ABOUT THIS TASK: Lines in the listing under this task are to be copied exactly.
........
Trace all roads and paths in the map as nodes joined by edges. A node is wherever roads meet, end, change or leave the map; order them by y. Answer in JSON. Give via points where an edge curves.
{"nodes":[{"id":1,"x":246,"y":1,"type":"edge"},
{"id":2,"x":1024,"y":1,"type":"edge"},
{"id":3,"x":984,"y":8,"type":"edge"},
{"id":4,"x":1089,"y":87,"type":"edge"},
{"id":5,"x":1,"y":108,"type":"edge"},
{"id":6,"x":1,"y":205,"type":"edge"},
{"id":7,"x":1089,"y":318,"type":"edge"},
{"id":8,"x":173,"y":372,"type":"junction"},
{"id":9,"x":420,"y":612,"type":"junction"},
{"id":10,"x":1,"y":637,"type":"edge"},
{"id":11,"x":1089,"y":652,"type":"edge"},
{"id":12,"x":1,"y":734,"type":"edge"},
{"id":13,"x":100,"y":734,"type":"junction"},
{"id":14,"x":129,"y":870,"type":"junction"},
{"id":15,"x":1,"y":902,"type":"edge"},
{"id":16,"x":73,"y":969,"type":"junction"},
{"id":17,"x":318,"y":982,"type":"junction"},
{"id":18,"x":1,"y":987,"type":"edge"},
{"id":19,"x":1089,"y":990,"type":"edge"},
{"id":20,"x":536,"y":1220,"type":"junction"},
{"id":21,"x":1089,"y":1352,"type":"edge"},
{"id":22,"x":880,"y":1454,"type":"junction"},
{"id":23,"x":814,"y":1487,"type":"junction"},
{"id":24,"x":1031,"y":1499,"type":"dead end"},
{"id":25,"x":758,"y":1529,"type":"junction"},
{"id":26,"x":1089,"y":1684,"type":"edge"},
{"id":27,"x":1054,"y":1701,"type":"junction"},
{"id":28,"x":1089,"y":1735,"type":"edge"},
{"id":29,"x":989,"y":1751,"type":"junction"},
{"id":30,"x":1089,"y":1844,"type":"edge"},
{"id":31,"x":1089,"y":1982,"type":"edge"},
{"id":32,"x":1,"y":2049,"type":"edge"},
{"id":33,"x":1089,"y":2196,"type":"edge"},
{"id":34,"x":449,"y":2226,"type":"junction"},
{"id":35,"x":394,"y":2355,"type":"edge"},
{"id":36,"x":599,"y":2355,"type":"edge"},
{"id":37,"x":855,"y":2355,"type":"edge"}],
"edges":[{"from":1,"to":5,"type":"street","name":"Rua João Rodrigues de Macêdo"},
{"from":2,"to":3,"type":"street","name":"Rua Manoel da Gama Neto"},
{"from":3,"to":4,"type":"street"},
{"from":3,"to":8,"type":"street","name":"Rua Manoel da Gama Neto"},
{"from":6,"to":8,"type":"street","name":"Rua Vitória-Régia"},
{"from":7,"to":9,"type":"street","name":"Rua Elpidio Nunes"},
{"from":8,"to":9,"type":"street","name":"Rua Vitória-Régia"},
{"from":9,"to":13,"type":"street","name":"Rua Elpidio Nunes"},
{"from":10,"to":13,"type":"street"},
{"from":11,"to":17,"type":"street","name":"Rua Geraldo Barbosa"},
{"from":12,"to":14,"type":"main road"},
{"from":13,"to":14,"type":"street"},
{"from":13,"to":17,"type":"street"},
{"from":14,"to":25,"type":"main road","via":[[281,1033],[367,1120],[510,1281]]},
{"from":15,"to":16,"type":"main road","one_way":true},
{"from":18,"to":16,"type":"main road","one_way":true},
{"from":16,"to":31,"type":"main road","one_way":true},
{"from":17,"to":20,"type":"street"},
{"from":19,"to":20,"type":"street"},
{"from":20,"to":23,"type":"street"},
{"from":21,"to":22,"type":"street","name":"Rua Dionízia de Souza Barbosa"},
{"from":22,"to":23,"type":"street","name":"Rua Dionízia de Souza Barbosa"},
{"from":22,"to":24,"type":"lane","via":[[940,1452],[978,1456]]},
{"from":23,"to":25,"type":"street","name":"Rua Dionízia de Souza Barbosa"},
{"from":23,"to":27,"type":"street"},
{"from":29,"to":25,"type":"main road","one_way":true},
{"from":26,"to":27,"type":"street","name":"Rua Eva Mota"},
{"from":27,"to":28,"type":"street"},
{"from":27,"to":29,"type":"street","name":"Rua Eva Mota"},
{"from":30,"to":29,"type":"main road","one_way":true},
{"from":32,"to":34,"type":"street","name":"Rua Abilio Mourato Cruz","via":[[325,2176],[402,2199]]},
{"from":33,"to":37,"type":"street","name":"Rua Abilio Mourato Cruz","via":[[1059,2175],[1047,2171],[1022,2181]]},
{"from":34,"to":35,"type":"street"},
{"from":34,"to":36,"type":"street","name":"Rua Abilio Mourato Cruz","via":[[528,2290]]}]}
........
RESULT OF THIS TASK:
Trace all roads and paths in the map as nodes joined by edges. A node is wherever roads meet, end, change or leave the map; order them by y. Answer in JSON. Give via points where an edge curves.
{"nodes":[{"id":1,"x":246,"y":1,"type":"edge"},
{"id":2,"x":1024,"y":1,"type":"edge"},
{"id":3,"x":984,"y":8,"type":"edge"},
{"id":4,"x":1089,"y":87,"type":"edge"},
{"id":5,"x":1,"y":108,"type":"edge"},
{"id":6,"x":1,"y":205,"type":"edge"},
{"id":7,"x":1089,"y":318,"type":"edge"},
{"id":8,"x":173,"y":372,"type":"junction"},
{"id":9,"x":420,"y":612,"type":"junction"},
{"id":10,"x":1,"y":637,"type":"edge"},
{"id":11,"x":1089,"y":652,"type":"edge"},
{"id":12,"x":1,"y":734,"type":"edge"},
{"id":13,"x":100,"y":734,"type":"junction"},
{"id":14,"x":129,"y":870,"type":"junction"},
{"id":15,"x":1,"y":902,"type":"edge"},
{"id":16,"x":73,"y":969,"type":"junction"},
{"id":17,"x":318,"y":982,"type":"junction"},
{"id":18,"x":1,"y":987,"type":"edge"},
{"id":19,"x":1089,"y":990,"type":"edge"},
{"id":20,"x":536,"y":1220,"type":"junction"},
{"id":21,"x":1089,"y":1352,"type":"edge"},
{"id":22,"x":880,"y":1454,"type":"junction"},
{"id":23,"x":814,"y":1487,"type":"junction"},
{"id":24,"x":1031,"y":1499,"type":"dead end"},
{"id":25,"x":758,"y":1529,"type":"junction"},
{"id":26,"x":1089,"y":1684,"type":"edge"},
{"id":27,"x":1054,"y":1701,"type":"junction"},
{"id":28,"x":1089,"y":1735,"type":"edge"},
{"id":29,"x":989,"y":1751,"type":"junction"},
{"id":30,"x":1089,"y":1844,"type":"edge"},
{"id":31,"x":1089,"y":1982,"type":"edge"},
{"id":32,"x":1,"y":2049,"type":"edge"},
{"id":33,"x":1089,"y":2196,"type":"edge"},
{"id":34,"x":449,"y":2226,"type":"junction"},
{"id":35,"x":394,"y":2355,"type":"edge"},
{"id":36,"x":599,"y":2355,"type":"edge"},
{"id":37,"x":855,"y":2355,"type":"edge"}],
"edges":[{"from":1,"to":5,"type":"street","name":"Rua João Rodrigues de Macêdo"},
{"from":2,"to":3,"type":"street","name":"Rua Manoel da Gama Neto"},
{"from":3,"to":4,"type":"street"},
{"from":3,"to":8,"type":"street","name":"Rua Manoel da Gama Neto"},
{"from":6,"to":8,"type":"street","name":"Rua Vitória-Régia"},
{"from":7,"to":9,"type":"street","name":"Rua Elpidio Nunes"},
{"from":8,"to":9,"type":"street","name":"Rua Vitória-Régia"},
{"from":9,"to":13,"type":"street","name":"Rua Elpidio Nunes"},
{"from":10,"to":13,"type":"street"},
{"from":11,"to":17,"type":"street","name":"Rua Geraldo Barbosa"},
{"from":12,"to":14,"type":"main road"},
{"from":13,"to":14,"type":"street"},
{"from":13,"to":17,"type":"street"},
{"from":14,"to":25,"type":"main road","via":[[281,1033],[367,1120],[510,1281]]},
{"from":15,"to":16,"type":"main road","one_way":true},
{"from":18,"to":16,"type":"main road","one_way":true},
{"from":16,"to":31,"type":"main road","one_way":true},
{"from":17,"to":20,"type":"street"},
{"from":19,"to":20,"type":"street"},
{"from":20,"to":23,"type":"street"},
{"from":21,"to":22,"type":"street","name":"Rua Dionízia de Souza Barbosa"},
{"from":22,"to":23,"type":"street","name":"Rua Dionízia de Souza Barbosa"},
{"from":22,"to":24,"type":"lane","via":[[940,1452],[978,1456]]},
{"from":23,"to":25,"type":"street","name":"Rua Dionízia de Souza Barbosa"},
{"from":23,"to":27,"type":"street"},
{"from":29,"to":25,"type":"main road","one_way":true},
{"from":26,"to":27,"type":"street","name":"Rua Eva Mota"},
{"from":27,"to":28,"type":"street"},
{"from":27,"to":29,"type":"street","name":"Rua Eva Mota"},
{"from":30,"to":29,"type":"main road","one_way":true},
{"from":32,"to":34,"type":"street","name":"Rua Abilio Mourato Cruz","via":[[325,2176],[402,2199]]},
{"from":33,"to":37,"type":"street","name":"Rua Abilio Mourato Cruz","via":[[1059,2175],[1047,2171],[1022,2181]]},
{"from":34,"to":35,"type":"street"},
{"from":34,"to":36,"type":"street","name":"Rua Abilio Mourato Cruz","via":[[528,2290]]}]}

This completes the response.